***** Records for the task *****

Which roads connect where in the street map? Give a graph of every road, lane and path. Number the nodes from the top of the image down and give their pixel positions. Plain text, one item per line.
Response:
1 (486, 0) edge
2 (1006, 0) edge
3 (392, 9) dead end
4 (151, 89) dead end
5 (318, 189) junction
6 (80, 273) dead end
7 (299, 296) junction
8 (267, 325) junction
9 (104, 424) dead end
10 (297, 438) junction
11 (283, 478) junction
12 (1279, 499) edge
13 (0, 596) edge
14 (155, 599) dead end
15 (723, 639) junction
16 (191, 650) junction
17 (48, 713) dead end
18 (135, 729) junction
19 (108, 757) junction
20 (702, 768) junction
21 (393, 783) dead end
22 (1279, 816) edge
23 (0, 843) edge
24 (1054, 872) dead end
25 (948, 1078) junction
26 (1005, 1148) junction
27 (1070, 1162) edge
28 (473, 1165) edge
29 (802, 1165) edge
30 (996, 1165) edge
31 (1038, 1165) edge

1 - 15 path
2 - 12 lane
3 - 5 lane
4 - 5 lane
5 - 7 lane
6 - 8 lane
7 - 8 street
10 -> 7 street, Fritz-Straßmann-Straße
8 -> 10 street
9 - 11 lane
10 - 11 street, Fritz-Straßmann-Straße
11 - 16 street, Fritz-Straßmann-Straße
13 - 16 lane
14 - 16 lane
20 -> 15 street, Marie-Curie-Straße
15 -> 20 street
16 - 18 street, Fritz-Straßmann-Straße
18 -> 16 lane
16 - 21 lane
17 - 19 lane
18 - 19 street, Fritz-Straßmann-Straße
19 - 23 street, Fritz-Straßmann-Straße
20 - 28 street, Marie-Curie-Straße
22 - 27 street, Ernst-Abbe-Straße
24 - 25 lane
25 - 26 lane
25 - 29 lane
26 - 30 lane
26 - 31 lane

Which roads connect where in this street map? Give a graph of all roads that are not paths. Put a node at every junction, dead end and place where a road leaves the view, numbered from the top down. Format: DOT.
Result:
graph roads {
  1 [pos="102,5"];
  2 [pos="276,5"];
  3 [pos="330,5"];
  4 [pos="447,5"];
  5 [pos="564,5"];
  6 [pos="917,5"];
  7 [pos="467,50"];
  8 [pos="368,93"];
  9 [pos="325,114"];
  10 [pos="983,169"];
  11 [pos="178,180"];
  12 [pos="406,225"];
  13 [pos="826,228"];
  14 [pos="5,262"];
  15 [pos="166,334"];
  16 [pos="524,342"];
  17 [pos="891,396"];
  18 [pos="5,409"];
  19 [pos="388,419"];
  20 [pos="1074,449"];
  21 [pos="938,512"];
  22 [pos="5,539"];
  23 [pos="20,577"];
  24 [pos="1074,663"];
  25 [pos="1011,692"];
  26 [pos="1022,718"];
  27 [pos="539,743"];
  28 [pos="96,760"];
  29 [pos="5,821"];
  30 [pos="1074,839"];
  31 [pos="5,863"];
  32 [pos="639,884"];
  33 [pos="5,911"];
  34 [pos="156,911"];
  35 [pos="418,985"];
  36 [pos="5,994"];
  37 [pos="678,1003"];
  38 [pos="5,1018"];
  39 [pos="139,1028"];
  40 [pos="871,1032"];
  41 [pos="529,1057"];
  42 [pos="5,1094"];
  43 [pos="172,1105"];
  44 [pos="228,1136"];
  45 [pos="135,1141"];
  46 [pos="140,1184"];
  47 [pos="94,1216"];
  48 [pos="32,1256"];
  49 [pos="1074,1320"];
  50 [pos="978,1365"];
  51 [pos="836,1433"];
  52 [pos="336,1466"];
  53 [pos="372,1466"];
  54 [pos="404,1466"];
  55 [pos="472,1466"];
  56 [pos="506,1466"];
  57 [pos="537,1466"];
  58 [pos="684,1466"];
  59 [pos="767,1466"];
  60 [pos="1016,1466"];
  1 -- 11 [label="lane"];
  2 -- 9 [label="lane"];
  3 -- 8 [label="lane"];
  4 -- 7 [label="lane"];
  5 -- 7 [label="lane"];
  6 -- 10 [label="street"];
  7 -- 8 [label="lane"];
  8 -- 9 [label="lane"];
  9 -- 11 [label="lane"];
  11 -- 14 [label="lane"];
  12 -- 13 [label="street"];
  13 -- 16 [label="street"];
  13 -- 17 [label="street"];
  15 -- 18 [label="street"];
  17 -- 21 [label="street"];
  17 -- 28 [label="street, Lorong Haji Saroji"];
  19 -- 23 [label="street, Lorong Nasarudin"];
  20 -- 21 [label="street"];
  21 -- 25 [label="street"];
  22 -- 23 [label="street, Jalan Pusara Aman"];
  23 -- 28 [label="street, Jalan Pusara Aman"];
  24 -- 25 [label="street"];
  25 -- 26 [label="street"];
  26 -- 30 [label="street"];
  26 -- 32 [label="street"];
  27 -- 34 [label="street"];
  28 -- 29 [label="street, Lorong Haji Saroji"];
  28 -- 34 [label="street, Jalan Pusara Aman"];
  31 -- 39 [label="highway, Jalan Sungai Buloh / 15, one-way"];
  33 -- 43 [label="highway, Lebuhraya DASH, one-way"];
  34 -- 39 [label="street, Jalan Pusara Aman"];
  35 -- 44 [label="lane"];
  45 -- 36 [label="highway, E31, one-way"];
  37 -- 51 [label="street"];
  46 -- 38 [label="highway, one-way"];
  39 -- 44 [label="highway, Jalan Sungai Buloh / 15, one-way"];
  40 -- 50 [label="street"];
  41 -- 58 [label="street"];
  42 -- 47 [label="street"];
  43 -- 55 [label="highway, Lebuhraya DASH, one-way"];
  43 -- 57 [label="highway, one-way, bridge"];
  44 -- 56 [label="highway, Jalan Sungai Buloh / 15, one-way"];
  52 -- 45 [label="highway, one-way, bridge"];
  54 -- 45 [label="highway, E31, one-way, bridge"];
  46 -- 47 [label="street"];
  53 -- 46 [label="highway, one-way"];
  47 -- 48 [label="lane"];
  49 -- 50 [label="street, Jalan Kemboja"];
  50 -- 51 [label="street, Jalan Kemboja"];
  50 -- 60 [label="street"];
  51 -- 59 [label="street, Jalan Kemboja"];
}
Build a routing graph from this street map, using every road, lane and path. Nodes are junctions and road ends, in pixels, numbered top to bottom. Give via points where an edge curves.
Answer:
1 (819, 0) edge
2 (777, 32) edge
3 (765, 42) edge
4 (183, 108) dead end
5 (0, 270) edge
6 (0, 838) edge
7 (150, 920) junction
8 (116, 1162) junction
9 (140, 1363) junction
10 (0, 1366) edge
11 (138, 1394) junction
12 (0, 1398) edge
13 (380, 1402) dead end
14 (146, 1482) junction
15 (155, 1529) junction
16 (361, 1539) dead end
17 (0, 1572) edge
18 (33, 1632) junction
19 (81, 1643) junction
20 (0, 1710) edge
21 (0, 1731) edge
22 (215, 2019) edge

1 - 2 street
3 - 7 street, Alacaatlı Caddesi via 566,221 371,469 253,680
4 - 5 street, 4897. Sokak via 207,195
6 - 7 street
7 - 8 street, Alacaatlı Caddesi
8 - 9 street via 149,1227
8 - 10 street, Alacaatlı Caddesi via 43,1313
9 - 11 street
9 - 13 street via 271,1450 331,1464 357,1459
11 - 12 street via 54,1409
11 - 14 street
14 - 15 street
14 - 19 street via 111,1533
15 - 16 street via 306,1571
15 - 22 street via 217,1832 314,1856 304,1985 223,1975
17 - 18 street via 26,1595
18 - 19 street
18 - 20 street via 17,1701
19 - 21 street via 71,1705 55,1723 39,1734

*****

Brief —
Restate the records above exactly.

Answer box —
Which roads connect where in the street map? Give a graph of every road, lane and path. Number the nodes from the top of the image down and give their pixel positions. Plain text, one item per line.
Response:
1 (486, 0) edge
2 (1006, 0) edge
3 (392, 9) dead end
4 (151, 89) dead end
5 (318, 189) junction
6 (80, 273) dead end
7 (299, 296) junction
8 (267, 325) junction
9 (104, 424) dead end
10 (297, 438) junction
11 (283, 478) junction
12 (1279, 499) edge
13 (0, 596) edge
14 (155, 599) dead end
15 (723, 639) junction
16 (191, 650) junction
17 (48, 713) dead end
18 (135, 729) junction
19 (108, 757) junction
20 (702, 768) junction
21 (393, 783) dead end
22 (1279, 816) edge
23 (0, 843) edge
24 (1054, 872) dead end
25 (948, 1078) junction
26 (1005, 1148) junction
27 (1070, 1162) edge
28 (473, 1165) edge
29 (802, 1165) edge
30 (996, 1165) edge
31 (1038, 1165) edge

1 - 15 path
2 - 12 lane
3 - 5 lane
4 - 5 lane
5 - 7 lane
6 - 8 lane
7 - 8 street
10 -> 7 street, Fritz-Straßmann-Straße
8 -> 10 street
9 - 11 lane
10 - 11 street, Fritz-Straßmann-Straße
11 - 16 street, Fritz-Straßmann-Straße
13 - 16 lane
14 - 16 lane
20 -> 15 street, Marie-Curie-Straße
15 -> 20 street
16 - 18 street, Fritz-Straßmann-Straße
18 -> 16 lane
16 - 21 lane
17 - 19 lane
18 - 19 street, Fritz-Straßmann-Straße
19 - 23 street, Fritz-Straßmann-Straße
20 - 28 street, Marie-Curie-Straße
22 - 27 street, Ernst-Abbe-Straße
24 - 25 lane
25 - 26 lane
25 - 29 lane
26 - 30 lane
26 - 31 lane

Which roads connect where in this street map? Give a graph of all roads that are not paths. Put a node at every junction, dead end and place where a road leaves the view, numbered from the top down. Format: DOT.
Result:
graph roads {
  1 [pos="102,5"];
  2 [pos="276,5"];
  3 [pos="330,5"];
  4 [pos="447,5"];
  5 [pos="564,5"];
  6 [pos="917,5"];
  7 [pos="467,50"];
  8 [pos="368,93"];
  9 [pos="325,114"];
  10 [pos="983,169"];
  11 [pos="178,180"];
  12 [pos="406,225"];
  13 [pos="826,228"];
  14 [pos="5,262"];
  15 [pos="166,334"];
  16 [pos="524,342"];
  17 [pos="891,396"];
  18 [pos="5,409"];
  19 [pos="388,419"];
  20 [pos="1074,449"];
  21 [pos="938,512"];
  22 [pos="5,539"];
  23 [pos="20,577"];
  24 [pos="1074,663"];
  25 [pos="1011,692"];
  26 [pos="1022,718"];
  27 [pos="539,743"];
  28 [pos="96,760"];
  29 [pos="5,821"];
  30 [pos="1074,839"];
  31 [pos="5,863"];
  32 [pos="639,884"];
  33 [pos="5,911"];
  34 [pos="156,911"];
  35 [pos="418,985"];
  36 [pos="5,994"];
  37 [pos="678,1003"];
  38 [pos="5,1018"];
  39 [pos="139,1028"];
  40 [pos="871,1032"];
  41 [pos="529,1057"];
  42 [pos="5,1094"];
  43 [pos="172,1105"];
  44 [pos="228,1136"];
  45 [pos="135,1141"];
  46 [pos="140,1184"];
  47 [pos="94,1216"];
  48 [pos="32,1256"];
  49 [pos="1074,1320"];
  50 [pos="978,1365"];
  51 [pos="836,1433"];
  52 [pos="336,1466"];
  53 [pos="372,1466"];
  54 [pos="404,1466"];
  55 [pos="472,1466"];
  56 [pos="506,1466"];
  57 [pos="537,1466"];
  58 [pos="684,1466"];
  59 [pos="767,1466"];
  60 [pos="1016,1466"];
  1 -- 11 [label="lane"];
  2 -- 9 [label="lane"];
  3 -- 8 [label="lane"];
  4 -- 7 [label="lane"];
  5 -- 7 [label="lane"];
  6 -- 10 [label="street"];
  7 -- 8 [label="lane"];
  8 -- 9 [label="lane"];
  9 -- 11 [label="lane"];
  11 -- 14 [label="lane"];
  12 -- 13 [label="street"];
  13 -- 16 [label="street"];
  13 -- 17 [label="street"];
  15 -- 18 [label="street"];
  17 -- 21 [label="street"];
  17 -- 28 [label="street, Lorong Haji Saroji"];
  19 -- 23 [label="street, Lorong Nasarudin"];
  20 -- 21 [label="street"];
  21 -- 25 [label="street"];
  22 -- 23 [label="street, Jalan Pusara Aman"];
  23 -- 28 [label="street, Jalan Pusara Aman"];
  24 -- 25 [label="street"];
  25 -- 26 [label="street"];
  26 -- 30 [label="street"];
  26 -- 32 [label="street"];
  27 -- 34 [label="street"];
  28 -- 29 [label="street, Lorong Haji Saroji"];
  28 -- 34 [label="street, Jalan Pusara Aman"];
  31 -- 39 [label="highway, Jalan Sungai Buloh / 15, one-way"];
  33 -- 43 [label="highway, Lebuhraya DASH, one-way"];
  34 -- 39 [label="street, Jalan Pusara Aman"];
  35 -- 44 [label="lane"];
  45 -- 36 [label="highway, E31, one-way"];
  37 -- 51 [label="street"];
  46 -- 38 [label="highway, one-way"];
  39 -- 44 [label="highway, Jalan Sungai Buloh / 15, one-way"];
  40 -- 50 [label="street"];
  41 -- 58 [label="street"];
  42 -- 47 [label="street"];
  43 -- 55 [label="highway, Lebuhraya DASH, one-way"];
  43 -- 57 [label="highway, one-way, bridge"];
  44 -- 56 [label="highway, Jalan Sungai Buloh / 15, one-way"];
  52 -- 45 [label="highway, one-way, bridge"];
  54 -- 45 [label="highway, E31, one-way, bridge"];
  46 -- 47 [label="street"];
  53 -- 46 [label="highway, one-way"];
  47 -- 48 [label="lane"];
  49 -- 50 [label="street, Jalan Kemboja"];
  50 -- 51 [label="street, Jalan Kemboja"];
  50 -- 60 [label="street"];
  51 -- 59 [label="street, Jalan Kemboja"];
}
Build a routing graph from this street map, using every road, lane and path. Nodes are junctions and road ends, in pixels, numbered top to bottom. Give via points where an edge curves.
Answer:
1 (819, 0) edge
2 (777, 32) edge
3 (765, 42) edge
4 (183, 108) dead end
5 (0, 270) edge
6 (0, 838) edge
7 (150, 920) junction
8 (116, 1162) junction
9 (140, 1363) junction
10 (0, 1366) edge
11 (138, 1394) junction
12 (0, 1398) edge
13 (380, 1402) dead end
14 (146, 1482) junction
15 (155, 1529) junction
16 (361, 1539) dead end
17 (0, 1572) edge
18 (33, 1632) junction
19 (81, 1643) junction
20 (0, 1710) edge
21 (0, 1731) edge
22 (215, 2019) edge

1 - 2 street
3 - 7 street, Alacaatlı Caddesi via 566,221 371,469 253,680
4 - 5 street, 4897. Sokak via 207,195
6 - 7 street
7 - 8 street, Alacaatlı Caddesi
8 - 9 street via 149,1227
8 - 10 street, Alacaatlı Caddesi via 43,1313
9 - 11 street
9 - 13 street via 271,1450 331,1464 357,1459
11 - 12 street via 54,1409
11 - 14 street
14 - 15 street
14 - 19 street via 111,1533
15 - 16 street via 306,1571
15 - 22 street via 217,1832 314,1856 304,1985 223,1975
17 - 18 street via 26,1595
18 - 19 street
18 - 20 street via 17,1701
19 - 21 street via 71,1705 55,1723 39,1734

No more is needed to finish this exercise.